***** Data shown *****
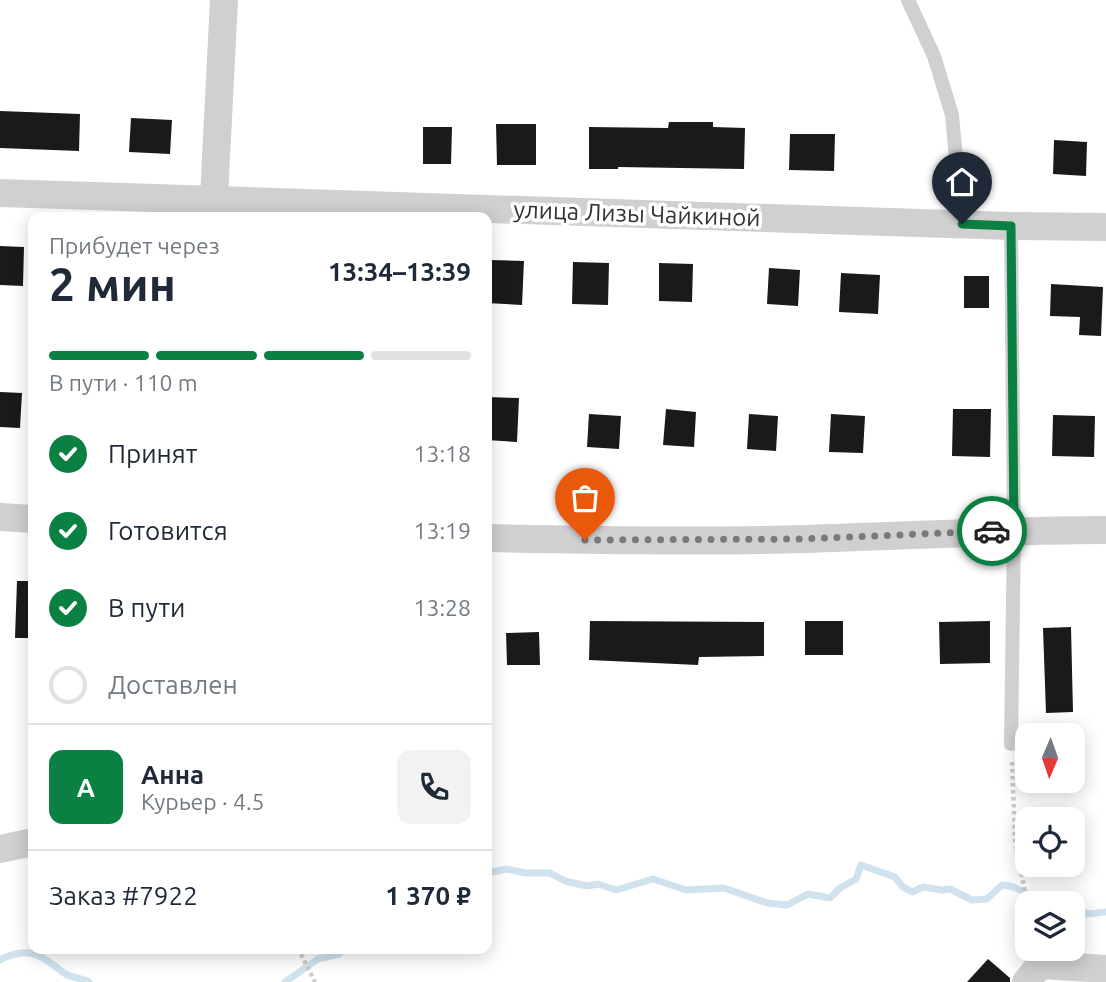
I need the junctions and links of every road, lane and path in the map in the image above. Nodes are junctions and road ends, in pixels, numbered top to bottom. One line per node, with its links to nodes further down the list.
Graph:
1 (224, 0): 4 (street)
2 (908, 0): 7 (lane)
3 (0, 193): 4 (street, улица Лизы Чайкиной)
4 (213, 209): 5 (street, улица Лизы Чайкиной)
5 (363, 212)
6 (492, 215): 7 (street, улица Лизы Чайкиной)
7 (962, 224): 8 (street, улица Лизы Чайкиной)
8 (1011, 226): 9 (street, улица Лизы Чайкиной); 12 (lane)
9 (1106, 227)
10 (0, 517): 11 (street)
11 (28, 519)
12 (1014, 530): 13 (street); 14 (street); 15 (lane)
13 (1106, 530)
14 (492, 538)
15 (1011, 744): 18 (path)
16 (28, 843): 17 (street)
17 (0, 849)
18 (1025, 891)
19 (301, 954): 21 (path)
20 (1106, 969): 22 (street)
21 (315, 982)
22 (1026, 982)

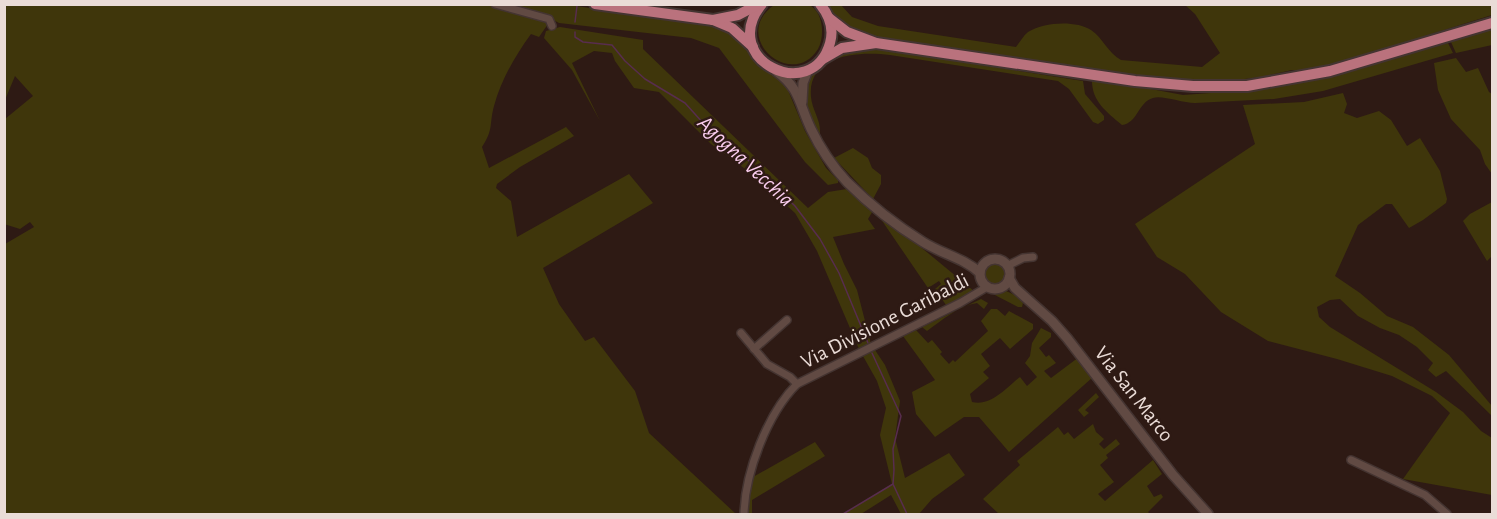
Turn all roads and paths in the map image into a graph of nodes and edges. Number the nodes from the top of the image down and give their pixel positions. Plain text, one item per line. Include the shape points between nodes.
1 (495, 4) edge
2 (595, 4) edge
3 (761, 4) edge
4 (820, 5) edge
5 (829, 18) junction
6 (713, 20) junction
7 (1492, 23) edge
8 (552, 26) dead end
9 (876, 43) junction
10 (753, 48) junction
11 (821, 60) junction
12 (808, 70) junction
13 (776, 71) junction
14 (802, 104) junction
15 (1033, 257) dead end
16 (985, 263) junction
17 (970, 264) junction
18 (1007, 266) junction
19 (980, 273) junction
20 (1009, 278) junction
21 (987, 286) junction
22 (1001, 288) junction
23 (1027, 299) junction
24 (788, 320) dead end
25 (741, 333) dead end
26 (754, 349) junction
27 (797, 384) junction
28 (1351, 460) dead end
29 (744, 514) edge
30 (1208, 514) edge
31 (1447, 514) edge

1 - 8 street via 549,19
2 - 6 main road
3 - 6 main road via 738,15
3 - 10 main road via 751,23
4 - 5 main road
5 - 9 main road via 847,32
5 - 11 main road via 831,40
6 - 10 main road via 732,28
7 - 9 main road via 1330,71 1247,86 1135,81
9 - 11 main road via 842,48
10 - 13 main road
11 - 12 main road
12 - 13 main road
12 - 14 street
13 - 14 street via 789,81
14 - 17 street via 819,144 841,176 910,234
15 - 18 street
16 - 17 street
16 - 18 street via 996,259
16 - 19 street
17 - 19 street
18 - 20 street
19 - 21 street
20 - 22 street
20 - 23 street, Via San Marco
21 - 22 street
21 - 27 street, Via Divisione Garibaldi
22 - 23 street, Via San Marco
23 - 30 street, Via San Marco via 1068,338 1173,475
24 - 26 street
25 - 26 street
26 - 27 street via 767,364
27 - 29 street via 780,406 760,447 747,486
28 - 31 street via 1425,495

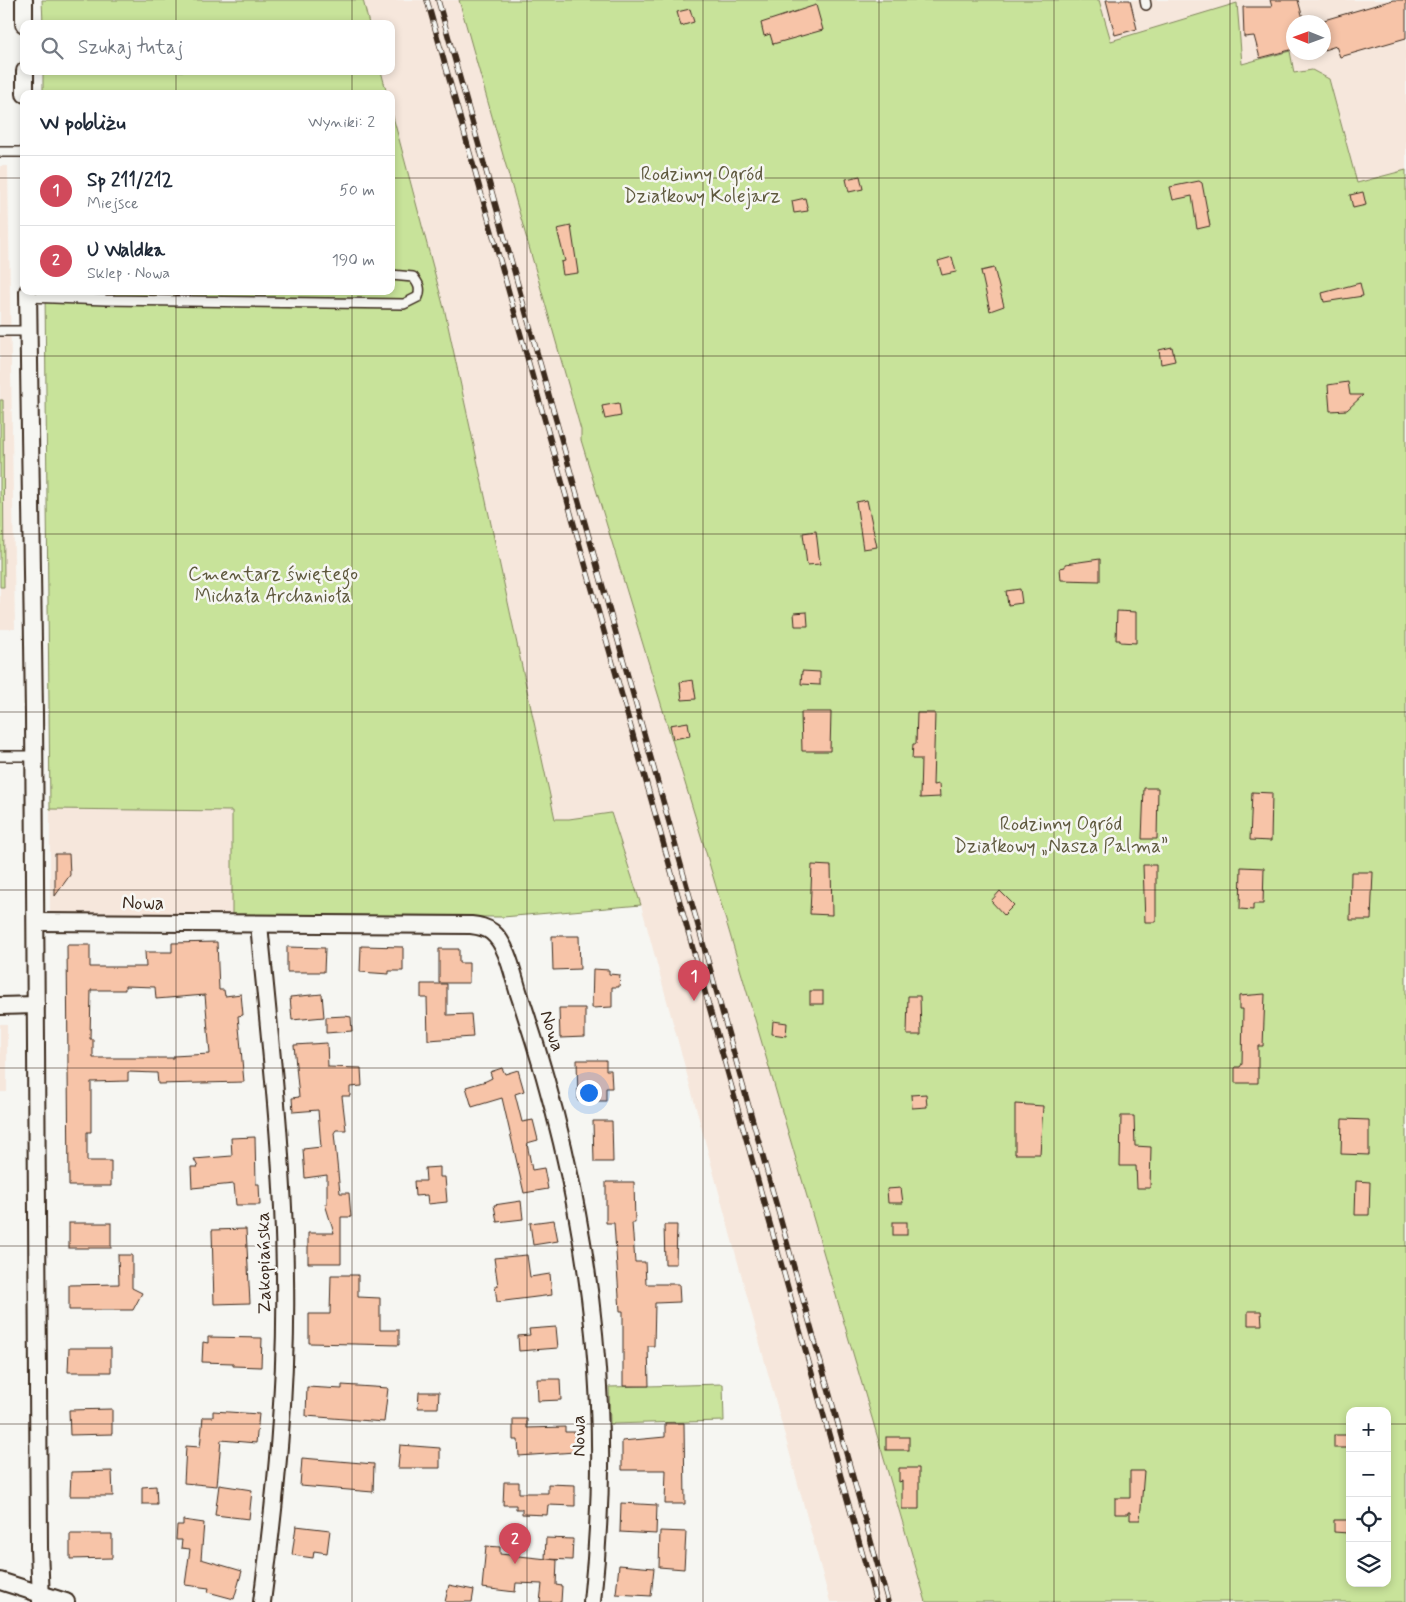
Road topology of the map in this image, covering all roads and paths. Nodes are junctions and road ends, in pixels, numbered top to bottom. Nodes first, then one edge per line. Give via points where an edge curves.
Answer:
*****
What you write should match the entries exactly, except that the pictures are dropped.

**Response below**
I need the junctions and links of every road, lane and path in the map in the image above. Nodes are junctions and road ends, in pixels, numbered top to bottom. One line per node, with its links to nodes further down the list.
Graph:
1 (224, 0): 4 (street)
2 (908, 0): 7 (lane)
3 (0, 193): 4 (street, улица Лизы Чайкиной)
4 (213, 209): 5 (street, улица Лизы Чайкиной)
5 (363, 212)
6 (492, 215): 7 (street, улица Лизы Чайкиной)
7 (962, 224): 8 (street, улица Лизы Чайкиной)
8 (1011, 226): 9 (street, улица Лизы Чайкиной); 12 (lane)
9 (1106, 227)
10 (0, 517): 11 (street)
11 (28, 519)
12 (1014, 530): 13 (street); 14 (street); 15 (lane)
13 (1106, 530)
14 (492, 538)
15 (1011, 744): 18 (path)
16 (28, 843): 17 (street)
17 (0, 849)
18 (1025, 891)
19 (301, 954): 21 (path)
20 (1106, 969): 22 (street)
21 (315, 982)
22 (1026, 982)

Turn all roads and paths in the map image into a graph of nodes and edges. Number the nodes from the top of the image down and give their pixel positions. Plain text, one item per line. Include the shape points between nodes.
1 (495, 4) edge
2 (595, 4) edge
3 (761, 4) edge
4 (820, 5) edge
5 (829, 18) junction
6 (713, 20) junction
7 (1492, 23) edge
8 (552, 26) dead end
9 (876, 43) junction
10 (753, 48) junction
11 (821, 60) junction
12 (808, 70) junction
13 (776, 71) junction
14 (802, 104) junction
15 (1033, 257) dead end
16 (985, 263) junction
17 (970, 264) junction
18 (1007, 266) junction
19 (980, 273) junction
20 (1009, 278) junction
21 (987, 286) junction
22 (1001, 288) junction
23 (1027, 299) junction
24 (788, 320) dead end
25 (741, 333) dead end
26 (754, 349) junction
27 (797, 384) junction
28 (1351, 460) dead end
29 (744, 514) edge
30 (1208, 514) edge
31 (1447, 514) edge

1 - 8 street via 549,19
2 - 6 main road
3 - 6 main road via 738,15
3 - 10 main road via 751,23
4 - 5 main road
5 - 9 main road via 847,32
5 - 11 main road via 831,40
6 - 10 main road via 732,28
7 - 9 main road via 1330,71 1247,86 1135,81
9 - 11 main road via 842,48
10 - 13 main road
11 - 12 main road
12 - 13 main road
12 - 14 street
13 - 14 street via 789,81
14 - 17 street via 819,144 841,176 910,234
15 - 18 street
16 - 17 street
16 - 18 street via 996,259
16 - 19 street
17 - 19 street
18 - 20 street
19 - 21 street
20 - 22 street
20 - 23 street, Via San Marco
21 - 22 street
21 - 27 street, Via Divisione Garibaldi
22 - 23 street, Via San Marco
23 - 30 street, Via San Marco via 1068,338 1173,475
24 - 26 street
25 - 26 street
26 - 27 street via 767,364
27 - 29 street via 780,406 760,447 747,486
28 - 31 street via 1425,495

Road topology of the map in this image, covering all roads and paths. Nodes are junctions and road ends, in pixels, numbered top to bottom. Nodes first, then one edge per line. Give via points where an edge curves.
Answer:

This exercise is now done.